なんでって、あなたが呼んだんでしょ。あたしのことを何度も呼んだでしょ。
呼んだ?あたしが?
いろんな人に呼ばれるんだよね、この季節は。
あなた、誰。
そうたずねた瞬間、ぼんやりした人は消えた。ふくらはぎと鼻の頭がむぎゅっと戻ってきて、あたしの身体は解放された。

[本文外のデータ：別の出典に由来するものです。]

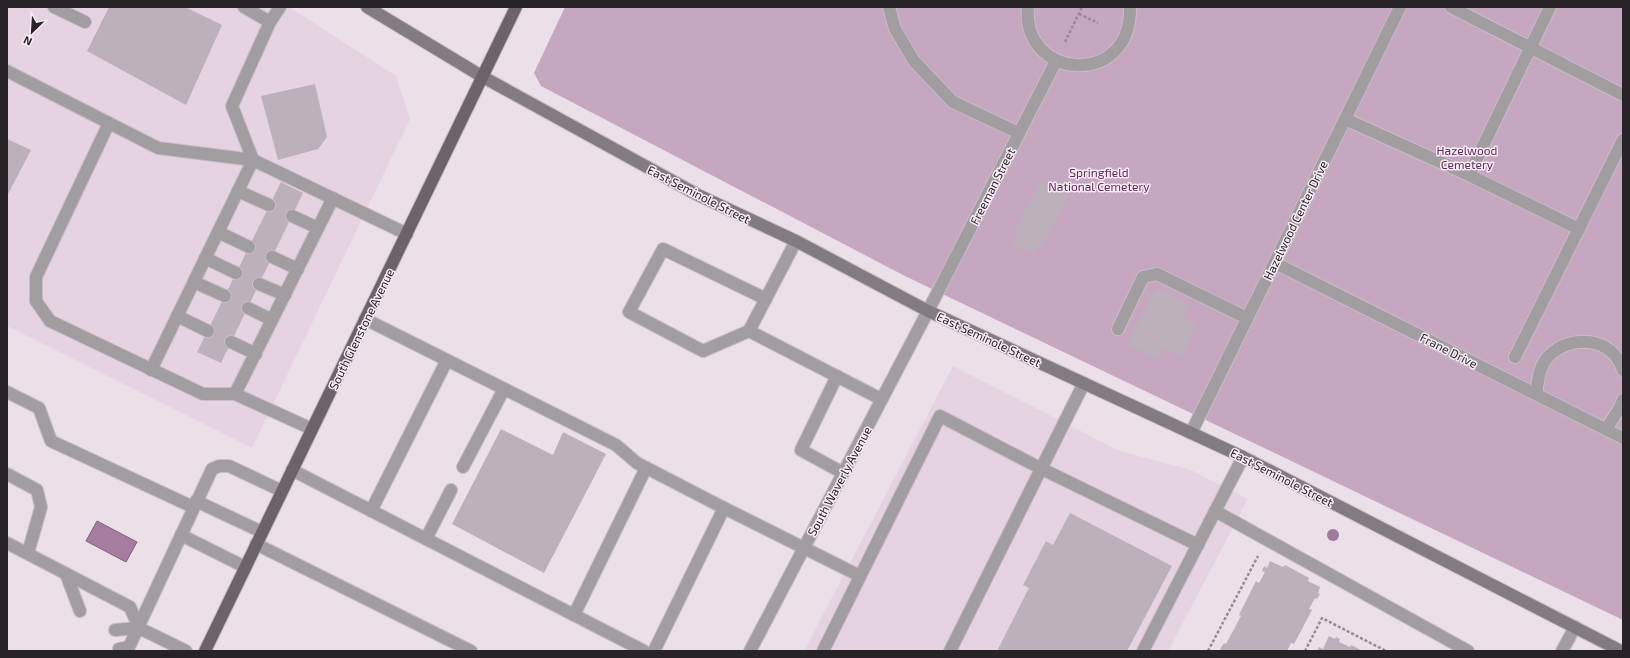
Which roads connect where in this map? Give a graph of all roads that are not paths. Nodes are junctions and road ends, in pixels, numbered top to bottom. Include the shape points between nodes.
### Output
1 (54, 7) edge
2 (244, 7) edge
3 (280, 7) edge
4 (367, 7) edge
5 (516, 7) edge
6 (889, 7) edge
7 (1028, 7) edge
8 (1130, 7) edge
9 (1400, 7) edge
10 (1451, 7) edge
11 (1550, 7) edge
12 (85, 22) dead end
13 (270, 22) junction
14 (1530, 49) junction
15 (1056, 61) junction
16 (7, 71) edge
17 (483, 77) junction
18 (1623, 95) edge
19 (1345, 119) junction
20 (109, 123) junction
21 (1019, 133) junction
22 (1623, 140) edge
23 (253, 160) junction
24 (1469, 175) junction
25 (238, 191) junction
26 (333, 198) junction
27 (269, 205) dead end
28 (292, 216) dead end
29 (318, 228) junction
30 (1578, 228) junction
31 (218, 232) junction
32 (407, 234) junction
33 (796, 241) junction
34 (249, 247) dead end
35 (272, 257) dead end
36 (205, 258) junction
37 (1275, 263) junction
38 (298, 269) junction
39 (236, 272) dead end
40 (194, 282) junction
41 (259, 284) dead end
42 (285, 295) junction
43 (225, 296) dead end
44 (766, 299) junction
45 (248, 308) dead end
46 (928, 311) junction
47 (177, 316) junction
48 (1247, 318) junction
49 (365, 319) junction
50 (272, 320) junction
51 (1118, 329) dead end
52 (208, 331) dead end
53 (749, 331) junction
54 (231, 342) dead end
55 (256, 354) junction
56 (1515, 357) dead end
57 (446, 360) junction
58 (152, 370) junction
59 (1623, 370) edge
60 (837, 376) junction
61 (1084, 383) junction
62 (504, 389) junction
63 (7, 392) edge
64 (235, 394) junction
65 (1536, 394) junction
66 (881, 399) junction
67 (1623, 400) edge
68 (312, 429) junction
69 (1606, 429) junction
70 (1191, 433) junction
71 (1623, 438) edge
72 (1243, 457) junction
73 (463, 467) dead end
74 (646, 468) junction
75 (1042, 469) junction
76 (292, 470) junction
77 (843, 473) junction
78 (7, 474) edge
79 (451, 490) dead end
80 (282, 491) junction
81 (195, 504) junction
82 (724, 508) junction
83 (371, 511) junction
84 (1215, 512) junction
85 (262, 532) junction
86 (181, 535) junction
87 (426, 539) junction
88 (7, 542) edge
89 (256, 544) junction
90 (1198, 545) junction
91 (803, 549) junction
92 (28, 553) junction
93 (245, 567) junction
94 (66, 574) junction
95 (860, 576) junction
96 (80, 611) dead end
97 (574, 615) junction
98 (1575, 627) junction
99 (139, 628) junction
100 (115, 630) dead end
101 (119, 651) edge
102 (186, 651) edge
103 (205, 651) edge
104 (471, 651) edge
105 (644, 651) edge
106 (654, 651) edge
107 (750, 651) edge
108 (823, 651) edge
109 (950, 651) edge
110 (1143, 651) edge
111 (1468, 651) edge
112 (1562, 651) edge
113 (1621, 651) edge

1 - 12 street
2 - 13 street
3 - 13 street
4 - 17 street, East Seminole Street
5 - 17 main road, South Glenstone Avenue
6 - 21 street via 895,29 914,61 954,102
7 - 15 street via 1027,17 1031,35 1041,50
8 - 15 street via 1126,37 1112,54 1088,65 1071,66
9 - 19 street, Hazelwood Center Drive
10 - 14 street
11 - 14 street
13 - 23 street via 232,106
14 - 18 street
14 - 24 street
15 - 21 street, Freeman Street
16 - 20 street
17 - 32 main road, South Glenstone Avenue
17 - 33 street, East Seminole Street via 698,196
19 - 24 street
19 - 37 street, Hazelwood Center Drive
20 - 23 street via 158,148
20 - 58 street via 36,277 36,301 50,321
21 - 46 street, Freeman Street
22 - 30 street
23 - 25 street
23 - 26 street
24 - 30 street
25 - 27 street
25 - 31 street
26 - 29 street
26 - 32 street
28 - 29 street
29 - 38 street
30 - 56 street
31 - 34 street
31 - 36 street
32 - 49 main road, South Glenstone Avenue
33 - 44 street
33 - 46 street, East Seminole Street
35 - 38 street
36 - 39 street
36 - 40 street
37 - 48 street, Hazelwood Center Drive
37 - 65 street, Frane Drive
38 - 42 street
40 - 43 street
40 - 47 street
41 - 42 street
42 - 50 street
44 - 53 street
44 - 53 street via 663,249 629,312 703,351
45 - 50 street
46 - 61 street, East Seminole Street
46 - 66 street, South Waverly Avenue
47 - 52 street
47 - 58 street
48 - 51 street via 1157,274 1143,277
48 - 70 street, Hazelwood Center Drive
49 - 57 street
49 - 68 main road, South Glenstone Avenue
50 - 55 street
53 - 60 street
54 - 55 street
55 - 64 street
57 - 62 street
57 - 83 street
58 - 64 street via 203,394
59 - 65 street via 1613,354 1601,345 1586,341 1572,342 1558,348 1547,358 1540,371
60 - 66 street
60 - 77 street via 801,450
61 - 70 street, East Seminole Street
61 - 75 street
62 - 73 street
62 - 74 street via 616,445
63 - 81 street via 39,408 51,441
64 - 68 street
65 - 69 street, Frane Drive
66 - 77 street, South Waverly Avenue
67 - 69 street
68 - 76 main road, South Glenstone Avenue
69 - 71 street, Frane Drive
70 - 72 street, East Seminole Street
72 - 84 street
72 - 98 street, East Seminole Street
74 - 82 street
74 - 97 street
75 - 90 street
75 - 95 street via 940,416
75 - 109 street
76 - 80 main road, South Glenstone Avenue
76 - 83 street
77 - 91 street, South Waverly Avenue
78 - 92 street via 37,490 41,507
79 - 87 street
80 - 81 street via 229,466 219,466 212,469
80 - 85 main road, South Glenstone Avenue
81 - 85 street
81 - 86 street
82 - 91 street
82 - 106 street
83 - 87 street
84 - 90 street
84 - 111 street
85 - 89 main road, South Glenstone Avenue
86 - 93 street
86 - 99 street
87 - 97 street
88 - 92 street
89 - 93 main road, South Glenstone Avenue
89 - 104 street
90 - 110 street
91 - 95 street
91 - 107 street, South Waverly Avenue
92 - 94 street
93 - 103 main road, South Glenstone Avenue
94 - 96 street
94 - 99 street via 130,607
95 - 108 street
97 - 105 street
98 - 112 street
98 - 113 street, East Seminole Street
99 - 100 street
99 - 101 street via 129,647
99 - 102 street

「おまえ、昨日また公園行ったろ」と弟が言う。おまえって、姉に対して。まあ、あたしもあんたって言うけど。
「なんか、ぼうっとしてるし」
「そう?」
「今度、一緒に行ってもいいど」
「なんで?」
「べつに。でも暑いから、昼は無理だな」
あたしたちは夜中の三時に公園に行くことにした。親は疲れているからぐっすり眠っている。寝つきが悪いって、いっつも言ってるけどね。
公園には誰もいない。夜のジョガーとか、花火をして騒いでいる不良もいなかった。子供のころ、よく二人でここに来たよねと言ったら、弟はふんって笑った。
あ、もうすぐ三時になるよ。
突然、空が明るくなった。違う、公園が輝いてるんだ。まぶしいね。まぶしいな、と弟も言った。きらきらしたものが降ってきた。目の前のベンチに降りてくる。まぶしくて、よく見えない。
うっかり神という言葉を使いそうになったけど、それは神じゃない。あたしはどんなものにもそんな形容は使いたくない。だってそれは、とても言葉にできないものだから。少なくとも、あたしの力じゃできそうもない。
そろそろ帰るか、と弟が言った。公園は夜の暗さを取り戻していた。あたしは弟とふたり、家に帰った。